#### To do
After locating the line with "index mcp: (470, 241)" in the entries below, output it and each following line up to and including the line with "middle dip: (146, 156)", exactly and without pictures.

#### Raw data
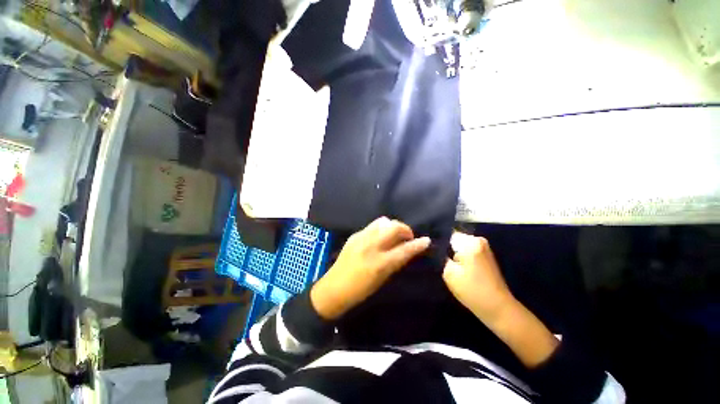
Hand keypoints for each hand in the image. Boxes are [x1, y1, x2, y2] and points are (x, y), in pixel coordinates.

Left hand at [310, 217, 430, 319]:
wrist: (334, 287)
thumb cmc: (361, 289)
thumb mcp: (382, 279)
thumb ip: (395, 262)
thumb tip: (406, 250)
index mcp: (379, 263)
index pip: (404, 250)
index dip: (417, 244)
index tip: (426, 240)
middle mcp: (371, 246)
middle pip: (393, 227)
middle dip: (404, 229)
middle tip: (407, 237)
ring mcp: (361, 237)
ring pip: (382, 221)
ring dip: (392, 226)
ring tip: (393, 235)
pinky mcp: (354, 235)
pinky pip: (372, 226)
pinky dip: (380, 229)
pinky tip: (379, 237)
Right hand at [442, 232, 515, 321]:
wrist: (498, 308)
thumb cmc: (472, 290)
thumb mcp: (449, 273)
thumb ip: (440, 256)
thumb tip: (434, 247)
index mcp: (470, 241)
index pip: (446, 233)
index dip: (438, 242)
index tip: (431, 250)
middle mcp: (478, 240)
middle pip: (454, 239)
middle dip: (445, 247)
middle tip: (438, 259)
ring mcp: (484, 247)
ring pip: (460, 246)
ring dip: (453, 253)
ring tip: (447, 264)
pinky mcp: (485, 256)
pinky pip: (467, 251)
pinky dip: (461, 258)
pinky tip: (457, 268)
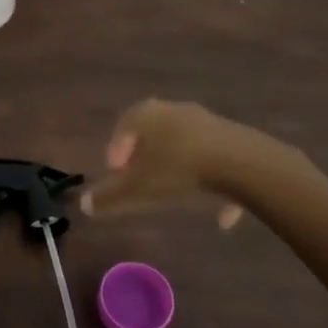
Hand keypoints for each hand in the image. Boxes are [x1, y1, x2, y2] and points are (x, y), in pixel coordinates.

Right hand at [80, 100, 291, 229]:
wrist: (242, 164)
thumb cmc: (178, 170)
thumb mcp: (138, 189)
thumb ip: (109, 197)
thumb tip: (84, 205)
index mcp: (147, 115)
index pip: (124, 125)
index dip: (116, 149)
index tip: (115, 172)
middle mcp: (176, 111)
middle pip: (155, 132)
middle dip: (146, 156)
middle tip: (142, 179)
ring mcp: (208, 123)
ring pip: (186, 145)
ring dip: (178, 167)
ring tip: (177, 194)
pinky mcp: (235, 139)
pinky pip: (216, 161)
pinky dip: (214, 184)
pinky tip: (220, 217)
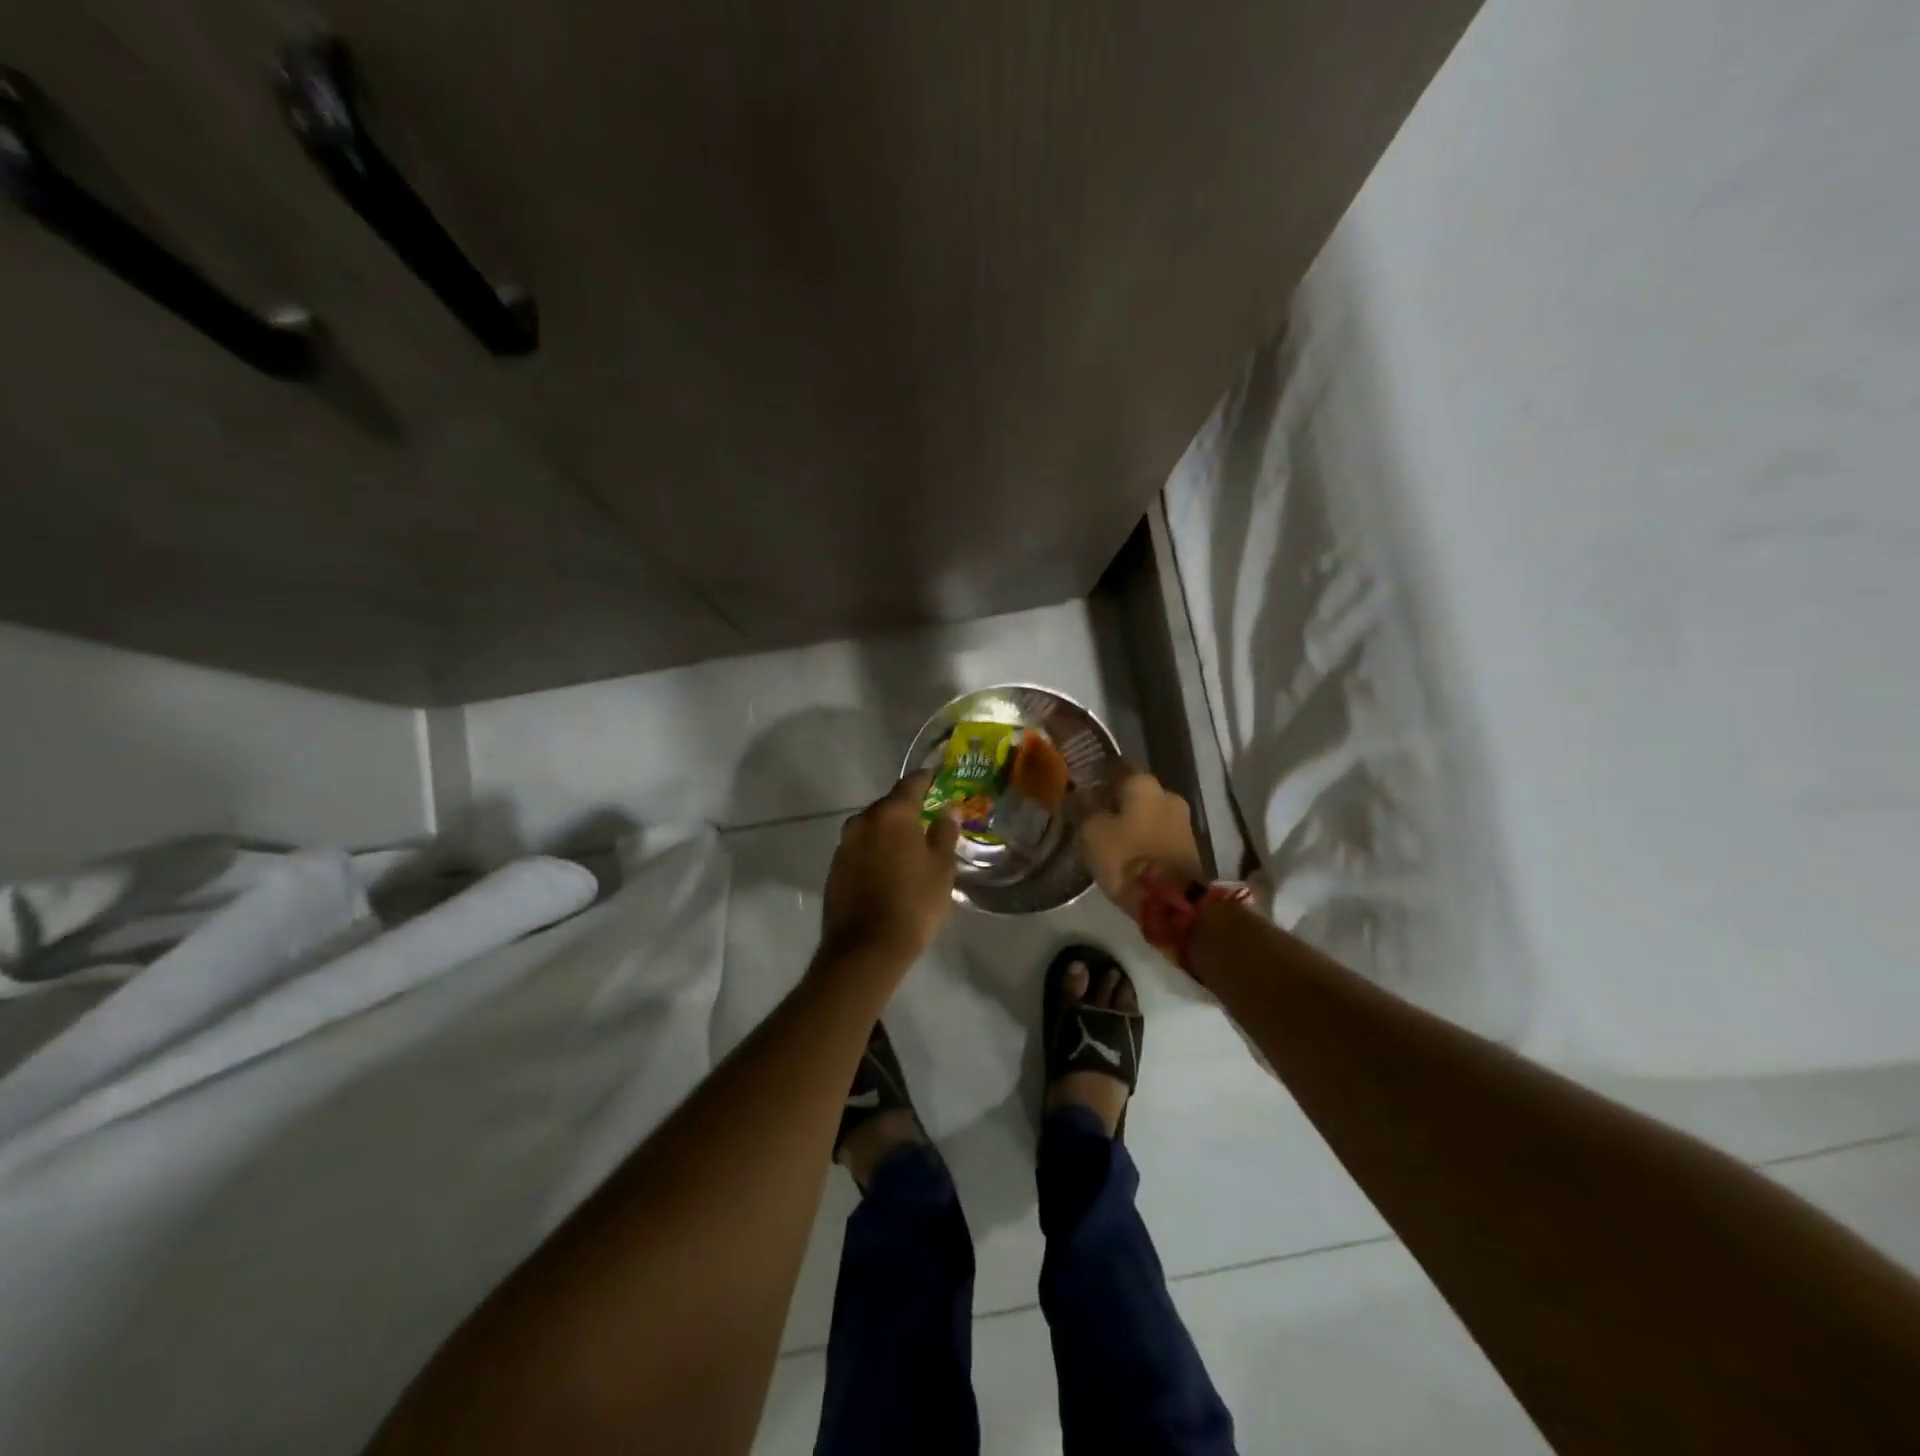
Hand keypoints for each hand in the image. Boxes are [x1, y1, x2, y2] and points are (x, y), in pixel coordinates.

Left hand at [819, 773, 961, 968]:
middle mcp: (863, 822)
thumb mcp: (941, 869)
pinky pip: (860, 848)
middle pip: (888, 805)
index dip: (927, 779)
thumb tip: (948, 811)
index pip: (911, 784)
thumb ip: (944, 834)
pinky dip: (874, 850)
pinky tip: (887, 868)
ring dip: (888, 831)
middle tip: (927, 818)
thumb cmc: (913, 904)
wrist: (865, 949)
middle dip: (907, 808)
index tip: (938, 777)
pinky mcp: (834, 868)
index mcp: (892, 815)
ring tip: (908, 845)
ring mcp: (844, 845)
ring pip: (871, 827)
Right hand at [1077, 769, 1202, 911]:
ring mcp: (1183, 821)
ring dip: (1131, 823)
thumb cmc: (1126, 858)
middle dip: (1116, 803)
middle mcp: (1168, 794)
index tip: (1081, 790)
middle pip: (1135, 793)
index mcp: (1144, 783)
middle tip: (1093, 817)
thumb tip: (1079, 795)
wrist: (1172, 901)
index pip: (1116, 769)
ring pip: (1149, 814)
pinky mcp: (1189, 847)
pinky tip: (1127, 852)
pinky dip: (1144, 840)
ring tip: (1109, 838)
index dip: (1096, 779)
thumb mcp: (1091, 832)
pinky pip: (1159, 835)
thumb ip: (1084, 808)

...

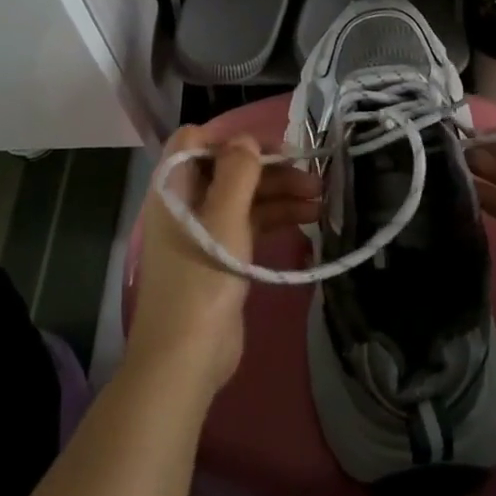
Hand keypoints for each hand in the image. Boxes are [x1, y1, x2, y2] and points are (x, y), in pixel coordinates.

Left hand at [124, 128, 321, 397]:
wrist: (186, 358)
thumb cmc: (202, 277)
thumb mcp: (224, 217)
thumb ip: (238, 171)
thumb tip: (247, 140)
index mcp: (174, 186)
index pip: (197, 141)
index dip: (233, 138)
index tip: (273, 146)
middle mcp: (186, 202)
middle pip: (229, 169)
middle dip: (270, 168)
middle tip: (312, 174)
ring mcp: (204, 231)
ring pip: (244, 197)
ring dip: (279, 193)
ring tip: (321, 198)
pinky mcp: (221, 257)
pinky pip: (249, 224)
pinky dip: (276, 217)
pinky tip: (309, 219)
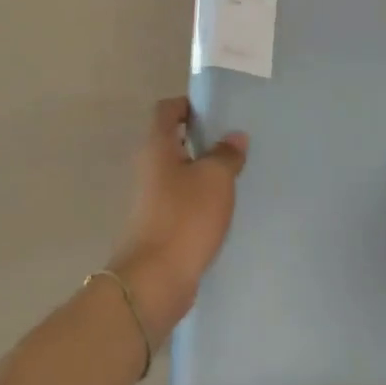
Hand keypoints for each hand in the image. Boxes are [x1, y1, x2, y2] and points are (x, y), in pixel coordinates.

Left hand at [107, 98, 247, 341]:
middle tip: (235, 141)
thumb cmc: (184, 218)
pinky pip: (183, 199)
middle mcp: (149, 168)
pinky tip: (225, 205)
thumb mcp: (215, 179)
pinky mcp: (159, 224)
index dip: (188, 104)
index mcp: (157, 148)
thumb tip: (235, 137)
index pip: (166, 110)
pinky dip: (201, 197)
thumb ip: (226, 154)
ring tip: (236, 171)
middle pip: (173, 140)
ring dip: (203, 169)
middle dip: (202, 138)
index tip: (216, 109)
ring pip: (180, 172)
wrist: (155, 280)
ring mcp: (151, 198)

#### Response
index mcp: (470, 241)
index pip: (446, 233)
index dip: (438, 242)
index tip: (431, 250)
middle mcp: (478, 240)
middle pip: (454, 239)
middle dip: (445, 247)
middle tip: (438, 259)
ring mcp: (484, 247)
ring pip: (460, 246)
ring dip: (453, 253)
ring tip: (447, 264)
pinky mcp: (485, 256)
pinky pip: (467, 251)
pinky dip: (461, 258)
pinky tip: (457, 268)
Hand keypoints for each hand in the image. Boxes are [x1, y1, x2, y2] and points are (x, y), in pixel coordinates.

Right hand at [80, 100, 291, 229]:
wrist: (242, 164)
thumb cmc: (178, 170)
thumb mcp: (138, 189)
thumb ip: (109, 197)
thumb tip: (84, 205)
index mcp: (147, 115)
index pip: (124, 125)
index dip: (116, 149)
index tip: (115, 172)
middle mcp: (176, 111)
middle pip: (155, 132)
middle dip: (146, 156)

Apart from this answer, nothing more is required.